If I put $x_\varepsilon (t) = x(t) + \varepsilon \eta (t)$ here then it works and I get the Euler-Lagrange equation.

But if I substitute $x_\varepsilon (t) = x(t) + \varepsilon (t)$ into the integral, I obtain

$$ \frac{\partial x_\varepsilon}{\partial \varepsilon} = 1 $$ and $$ \frac{\partial x'_\varepsilon}{\partial \varepsilon} = \frac{\partial \varepsilon '}{\partial \varepsilon} = 0$$

which lead to an absurd result.

Why?

Answer 1

Recall that we are looking for a function $x(t)$, such that first order changes in it will induce second order changes in $S[x(t)]$. These changes in $x(t)$ can be expressed in two different ways, as you have identified:

1. $$x_{\epsilon}(t) = x(t) + \epsilon \eta(t)$$ where $\epsilon$ tracks the "smallness" and $\eta(t)$ is any (suitable) arbitrary function.

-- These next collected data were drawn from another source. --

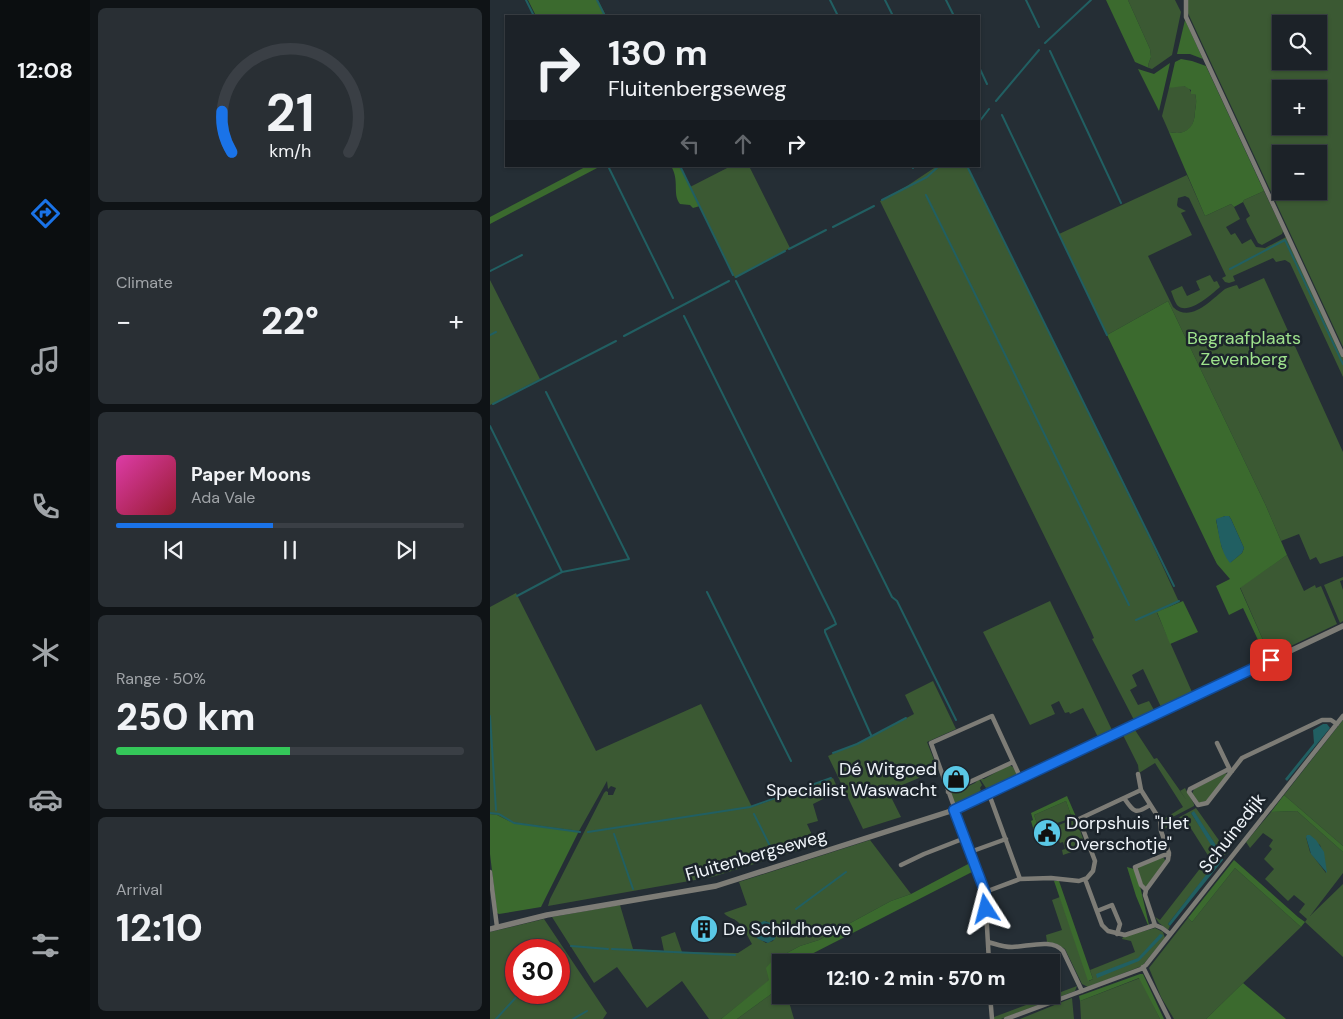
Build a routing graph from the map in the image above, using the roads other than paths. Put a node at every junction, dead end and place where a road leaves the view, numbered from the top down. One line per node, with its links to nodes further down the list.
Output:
1 (1186, 0): 2 (street)
2 (1343, 355)
3 (1343, 626): 10 (street, Fluitenbergseweg)
4 (1343, 716): 5 (street, Schuinedijk)
5 (1337, 724): 8 (street); 32 (street, Schuinedijk)
6 (1217, 743): 8 (street)
7 (1013, 762): 10 (street); 12 (street); 12 (street)
8 (1230, 771): 8 (street)
9 (1138, 774): 11 (street)
10 (1021, 779): 13 (street, Fluitenbergseweg)
11 (1141, 790): 14 (street); 15 (street)
12 (948, 792): 16 (street)
13 (989, 794): 16 (street, Fluitenbergseweg); 18 (street)
14 (1124, 798): 15 (street); 24 (street)
15 (1150, 805): 20 (street)
16 (954, 810): 17 (street); 29 (street, Fluitenbergseweg)
17 (965, 838): 19 (street); 21 (street)
18 (1006, 839): 19 (street); 23 (street)
19 (970, 852): 26 (street)
20 (1169, 855): 25 (street); 25 (street)
21 (901, 865)
22 (490, 872): 29 (street)
23 (1020, 879): 24 (street); 26 (street)
24 (1085, 879): 27 (street)
25 (1146, 890): 28 (street)
26 (985, 892): 33 (street)
27 (1097, 911): 31 (street); 31 (street)
28 (1155, 926): 31 (street); 32 (street)
29 (497, 927): 30 (street, Fluitenbergseweg)
30 (490, 929)
31 (1117, 934)
32 (1170, 934): 35 (street, Schuinedijk)
33 (988, 942): 34 (street); 36 (street)
34 (989, 954)
35 (1143, 967): 36 (street, Schuinedijk); 40 (street)
36 (1082, 991): 39 (street, Schuinedijk)
37 (991, 1004): 38 (street)
38 (992, 1019)
39 (1006, 1019)
40 (1169, 1019)

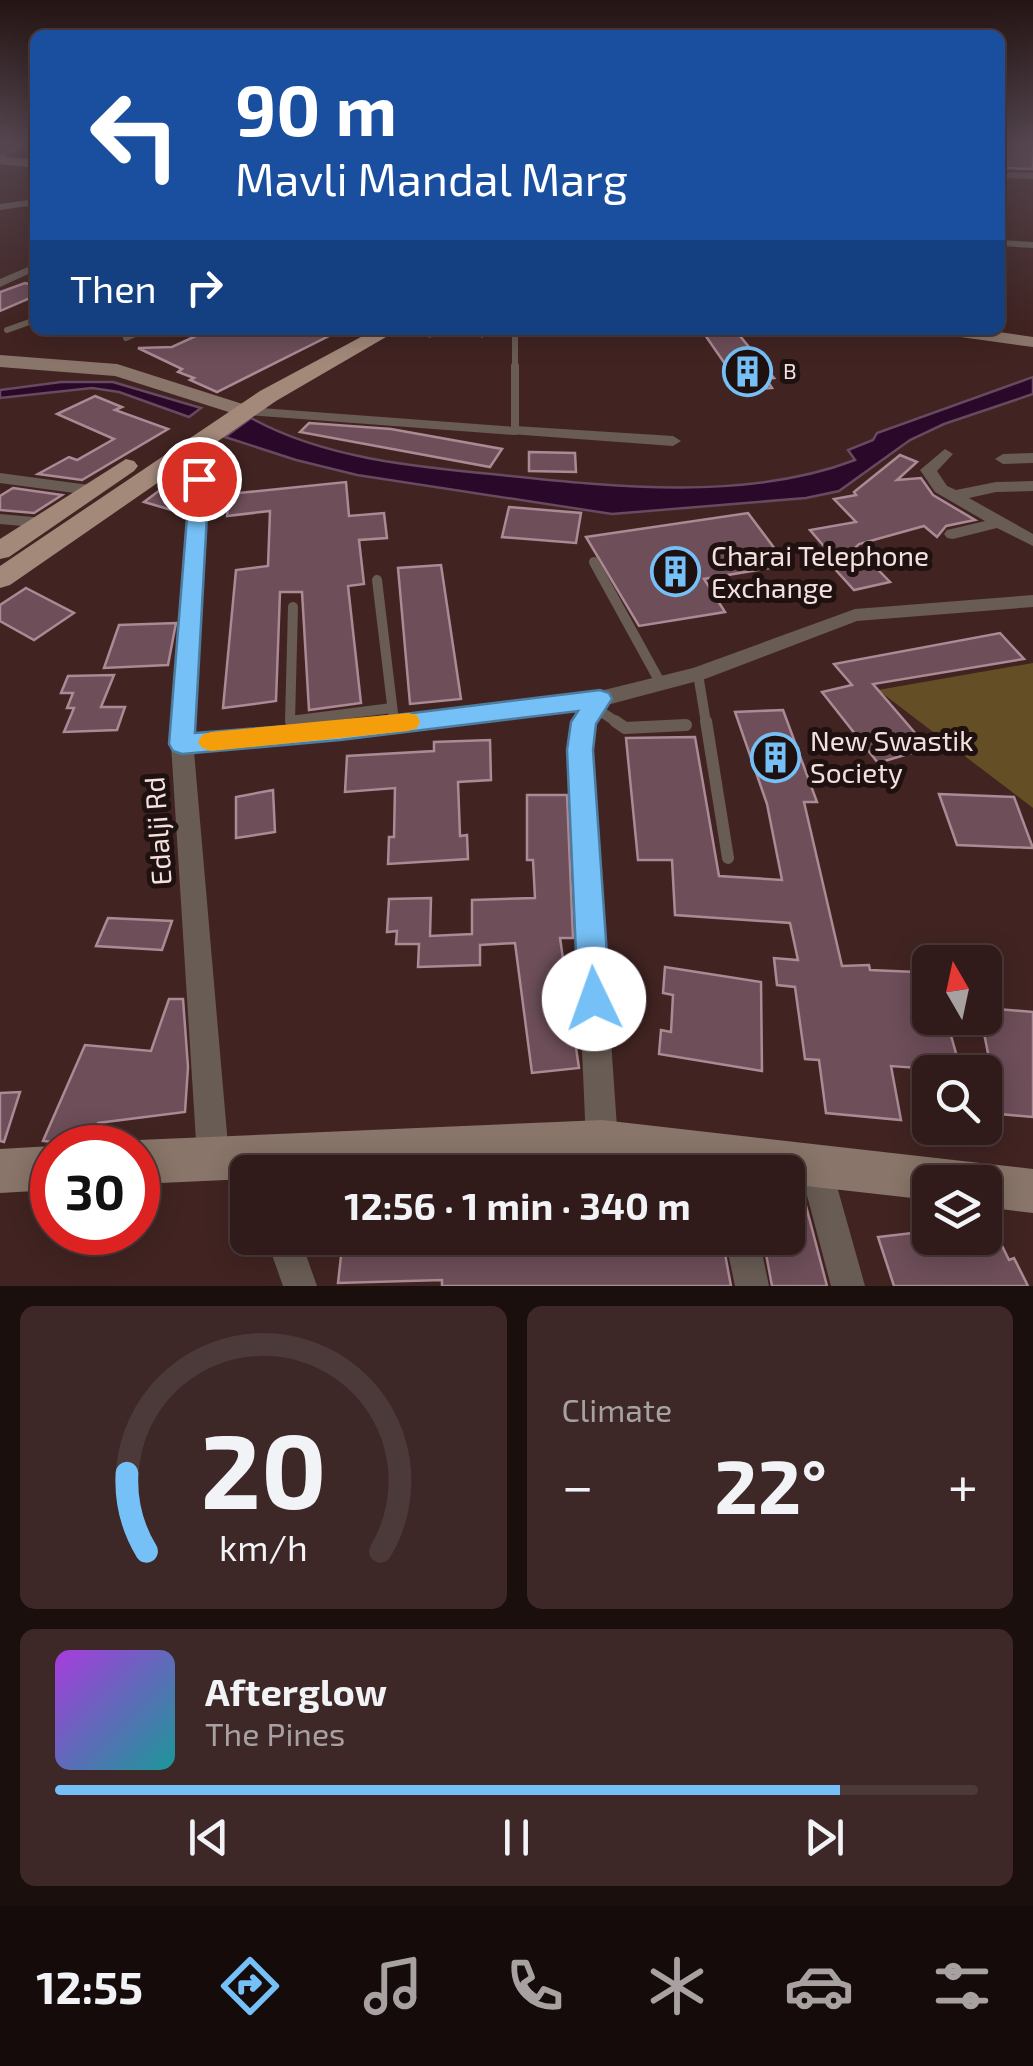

In this set-up, we seek a condition on $x(t)$ such that $\delta S = 0 + \mathcal{O}(\epsilon^2)$ for all $\eta(t)$.

2. $$x_{\epsilon}(t) = x(t) + \epsilon(t)$$ where now $\epsilon(t)$ is any suitable arbitrary function and is used to track the "smallness" (i.e. the size of the variation of $x'(t)$ from $x(t)$). Here we also seek a condition on $x(t)$ such that $\delta S = 0 + \mathcal{O}(\epsilon^2)$ but the "for all $\eta$" is incorporated into the nature of $\epsilon$.

Viewing $S$ as a function of $\epsilon$ for the purpose of variation, $S(\epsilon) = S(0) + \frac{\mathrm{d}S}{\mathrm{d}\epsilon}\bigr|_{\epsilon = 0} \epsilon + \mathcal{O}(\epsilon^2)$ implies that we require $\frac{\mathrm{d}S}{\mathrm{d}\epsilon}\bigr|_{\epsilon = 0} = 0$.

1. $$S(\epsilon) = S(0) + \int \mathrm{d}t \left(\frac{\partial L}{\partial x} \eta + \frac{\partial L}{\partial x'} \eta' \right) \epsilon + \mathcal{O}(\epsilon^2)$$. Therefore, we require:

$$ \frac{\mathrm{d}S}{\mathrm{d}\epsilon} = \int \mathrm{d}t \left(\frac{\partial L}{\partial x} \eta + \frac{\partial L}{\partial x'} \eta' \right) = 0$$ as in Morin's derivation.

2. $$S(\epsilon) = S(0) + \int \mathrm{d}t \left(\frac{\partial L}{\partial x} \epsilon + \frac{\partial L}{\partial x'} \epsilon' \right) + \mathcal{O}(\epsilon^2)$$

Like before, we also require the integrand in the second term to vanish, but in its current form, $\frac{\mathrm{d}S}{\mathrm{d}\epsilon}$ doesn't naturally drop out like in case 1, since we have an $\epsilon'$. However, using integration by parts (like we would need to in case 1) will reduce this integrand to a term proportional to $\epsilon$ again, so like in case 1, we'll find that $\frac{\mathrm{d}S}{\mathrm{d}\epsilon}\bigr|_{\epsilon = 0} = 0$ gives us the Euler-Lagrange equations.

Side Note:

I'm not quite sure here how to justify why I've written $\mathcal{O}(\epsilon^2)$ over $\mathcal{O}(\epsilon^2, \epsilon^{'2})$ - i.e. I've made the assumption that terms of order $\epsilon'$ are of order $\epsilon$.